Wenn man versucht, die Sozialdemokratin Sabine Dittmar im großen Berliner Politzirkus einzuordnen, kommt man an einer Person nicht vorbei: ihrem Parteifreund Karl Lauterbach. Noch ehe irgendwo Mikrophone eingeschaltet sind und Kameras laufen, ist der Mann schon zur Stelle, um für die SPD alle gesundheitspolitische Fragen von Abrasio uteri bis Zöliakie zu beantworten. Tatsächlich war Medizin-Professor Lauterbach in den letzten Monaten das meist gesehene Gesicht in TV-Talkshows zum Thema Corona.

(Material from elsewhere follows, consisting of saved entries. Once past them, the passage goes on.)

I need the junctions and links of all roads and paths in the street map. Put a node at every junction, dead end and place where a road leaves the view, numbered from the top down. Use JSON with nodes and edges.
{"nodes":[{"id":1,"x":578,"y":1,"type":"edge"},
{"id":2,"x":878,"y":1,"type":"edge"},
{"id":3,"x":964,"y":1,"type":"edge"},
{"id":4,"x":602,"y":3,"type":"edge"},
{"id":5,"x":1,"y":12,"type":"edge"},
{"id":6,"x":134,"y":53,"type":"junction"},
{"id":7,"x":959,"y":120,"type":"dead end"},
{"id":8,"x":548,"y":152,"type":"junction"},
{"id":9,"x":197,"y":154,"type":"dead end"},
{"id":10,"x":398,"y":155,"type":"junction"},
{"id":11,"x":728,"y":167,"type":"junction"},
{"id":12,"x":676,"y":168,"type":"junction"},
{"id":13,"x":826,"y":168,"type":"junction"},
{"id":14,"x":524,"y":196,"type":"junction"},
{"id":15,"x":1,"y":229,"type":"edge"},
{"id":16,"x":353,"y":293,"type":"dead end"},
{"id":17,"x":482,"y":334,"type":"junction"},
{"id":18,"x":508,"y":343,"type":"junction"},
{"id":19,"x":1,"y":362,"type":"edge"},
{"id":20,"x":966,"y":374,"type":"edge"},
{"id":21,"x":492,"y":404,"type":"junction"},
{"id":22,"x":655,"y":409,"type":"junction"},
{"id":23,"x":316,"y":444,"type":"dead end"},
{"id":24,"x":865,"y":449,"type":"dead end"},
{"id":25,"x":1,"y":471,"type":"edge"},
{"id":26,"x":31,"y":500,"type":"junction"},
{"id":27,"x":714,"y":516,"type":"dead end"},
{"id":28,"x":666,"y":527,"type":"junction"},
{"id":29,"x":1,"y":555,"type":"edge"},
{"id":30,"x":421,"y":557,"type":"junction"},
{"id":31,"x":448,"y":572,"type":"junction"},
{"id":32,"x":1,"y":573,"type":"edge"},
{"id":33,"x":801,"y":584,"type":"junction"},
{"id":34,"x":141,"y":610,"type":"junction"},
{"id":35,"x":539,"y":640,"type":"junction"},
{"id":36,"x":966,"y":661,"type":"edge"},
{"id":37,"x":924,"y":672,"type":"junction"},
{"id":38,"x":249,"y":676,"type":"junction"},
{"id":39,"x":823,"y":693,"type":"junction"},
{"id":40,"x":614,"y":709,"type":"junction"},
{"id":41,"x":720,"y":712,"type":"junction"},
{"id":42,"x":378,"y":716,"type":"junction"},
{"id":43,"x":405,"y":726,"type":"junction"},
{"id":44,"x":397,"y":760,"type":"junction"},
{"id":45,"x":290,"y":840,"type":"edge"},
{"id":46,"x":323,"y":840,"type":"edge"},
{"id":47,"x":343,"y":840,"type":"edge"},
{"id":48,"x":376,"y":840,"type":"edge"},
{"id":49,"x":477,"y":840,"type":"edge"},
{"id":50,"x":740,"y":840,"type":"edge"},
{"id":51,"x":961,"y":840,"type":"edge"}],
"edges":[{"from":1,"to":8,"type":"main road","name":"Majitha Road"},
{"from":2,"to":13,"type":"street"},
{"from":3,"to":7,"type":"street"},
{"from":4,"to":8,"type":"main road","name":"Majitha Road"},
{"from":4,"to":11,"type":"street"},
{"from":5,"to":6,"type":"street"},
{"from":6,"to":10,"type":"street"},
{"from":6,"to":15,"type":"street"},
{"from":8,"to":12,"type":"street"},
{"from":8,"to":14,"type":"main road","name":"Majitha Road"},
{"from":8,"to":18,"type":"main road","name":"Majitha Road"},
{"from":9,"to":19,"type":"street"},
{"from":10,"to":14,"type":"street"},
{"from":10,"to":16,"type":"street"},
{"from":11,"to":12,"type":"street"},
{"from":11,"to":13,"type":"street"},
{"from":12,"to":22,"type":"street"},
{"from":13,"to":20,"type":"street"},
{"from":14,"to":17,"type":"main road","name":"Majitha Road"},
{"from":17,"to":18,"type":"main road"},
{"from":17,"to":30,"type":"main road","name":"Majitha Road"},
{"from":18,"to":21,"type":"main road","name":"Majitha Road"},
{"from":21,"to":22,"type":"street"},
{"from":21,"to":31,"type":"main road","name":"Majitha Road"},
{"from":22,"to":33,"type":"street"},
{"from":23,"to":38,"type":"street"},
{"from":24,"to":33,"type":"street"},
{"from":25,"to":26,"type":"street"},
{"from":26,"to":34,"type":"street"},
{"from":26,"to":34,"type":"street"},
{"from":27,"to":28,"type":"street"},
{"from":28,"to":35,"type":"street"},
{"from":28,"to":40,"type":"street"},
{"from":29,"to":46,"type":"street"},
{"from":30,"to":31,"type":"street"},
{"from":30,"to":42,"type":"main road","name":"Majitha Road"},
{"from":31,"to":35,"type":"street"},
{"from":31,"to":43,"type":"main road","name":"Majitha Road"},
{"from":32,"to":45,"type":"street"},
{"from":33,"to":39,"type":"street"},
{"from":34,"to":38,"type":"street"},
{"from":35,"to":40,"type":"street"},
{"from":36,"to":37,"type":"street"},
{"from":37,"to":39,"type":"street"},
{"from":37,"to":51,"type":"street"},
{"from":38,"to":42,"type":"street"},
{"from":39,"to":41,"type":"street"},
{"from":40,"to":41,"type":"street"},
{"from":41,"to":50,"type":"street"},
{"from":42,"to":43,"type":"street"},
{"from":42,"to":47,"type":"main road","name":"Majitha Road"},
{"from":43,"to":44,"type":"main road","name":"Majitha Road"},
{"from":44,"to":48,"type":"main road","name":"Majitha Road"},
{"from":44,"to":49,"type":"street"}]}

Was hat das mit Sabine Dittmar zu tun? Sehr viel, wenn man bedenkt, dass nicht besagter Genosse, sondern die Ärztin aus Maßbach (Lkr. Bad Kissingen) die gesundheitspolitische Sprecherin der SPD im Bundestag ist. Und anders als er auch im dortigen Gesundheitsausschuss sitzt. Somit stellt sich die Frage, wieso sie Lauterbach nicht längst am Kragen gepackt hat, welchen seriösen Quellen zufolge nur noch selten eine Fliege ziert, weil er fortan auch bei jüngerem Publikum besser ankommen möchte. Warum also spricht Dittmar nicht mal Tacheles und erklärt zum Beispiel: "Karl, am Sonntagabend bleibst Du zuhause und ich gehe zu Anne Will."
Als Gesundheitsexpertin Anerkennung über Parteigrenzen hinaus
Antwort: Weil die 56-jährige Unterfränkin kein Showmensch ist. Sondern reine Sachpolitikerin. Das große Tamtam ist ihr zuwider, erst recht, wenn es um ihre eigene Person geht. Dittmar und Lauterbach, beide sind Ärzte und beide fast gleich alt, fachlich dürfte sie ohne Weiteres auf Augenhöhe mit dem selbsterkorenen Sprachrohr auf Lebenszeit sein. Ihre Expertise in der Gesundheitspolitik wurde schon im bayerischen Landtag geschätzt, gleiches gilt unter der Reichstagskuppel, und zwar bei Freund und Feind.
Haben Frauen gegen Machos wenig Chancen?
Dass Lauterbach seine Parteifreundin in deren ureigenster Funktion praktisch zum Schweigen bringt, zumindest aber aus dem öffentlichen Bewusstsein drängt, wirft ein merkwürdiges Licht auf den Politikbetrieb insgesamt: Offensichtlich können selbst in der SPD, die sich so betont emanzipiert gibt, Machos Frauen einfach wegbeißen. Freilich gibt es auch Alpha-Tiere unter den Genossinnen, siehe Manuela Schwesig oder Malu Dreyer. Aber Frau per se hat es deutlich schwerer, in der Partei auf sich aufmerksam zu machen und in der Hierarchie nach oben zu klettern.
Zweitens stellt sich in so einem Zusammenhang immer wieder Frage, wer eigentlich gute Politik macht: Der Showmensch, der auf jeder Bühne tanzt, oder die Arbeitsbiene, die die Sacharbeit vorantreibt. Sicherlich bedarf es beider Charaktere, nur dass den Unterhaltungskünstlern mit ihrem Riesenego ein wenig zu viel Aufmerksamkeit geschenkt wird und die wackeren Parteisoldaten dann schnell unter dem Radar verschwinden.
Jetzt sind härtere Ellenbogen gefragt
Zu Fragen in obiger Richtung wolle sie sich lieber nicht äußern, hieß es dieser Tage aus Dittmars Büro. Auch das sagt viel über sie aus. Lauterbach hätte vermutlich verwundert gefragt, wo da ein Problem sein soll. Obgleich Bescheidenheit also eine Zier ist, sei Sabine Dittmar deshalb geraten, sich für eine mögliche weitere Legislaturperiode in Berlin etwas härtere Ellenbogen anzutrainieren, auch oder gerade zur innerparteilichen Anwendung. Die beste Sacharbeit will ab und an auch mit einer ordentlichen Portion Selbstbewusstsein von jenen nach außen hin vertreten sein, die sie geleistet haben. "Klappern gehört zum Handwerk", war ein Lieblingsspruch von Susanne Kastner, die es als Unterfränkin bis zur Bundestagsvizepräsidentin geschafft hat. Und wer gelernt hat, mit Skalpell und Stethoskop umzugehen, der sollte es eigentlich auch schaffen, es ab und an richtig Klappern zu lassen.
P.S. Man munkelt, dass Karl Lauterbach seinen Unterhaltungswert beim Publikum allmählich arg überstrapaziert. Da wäre doch jetzt mal die passende Gelegenheit?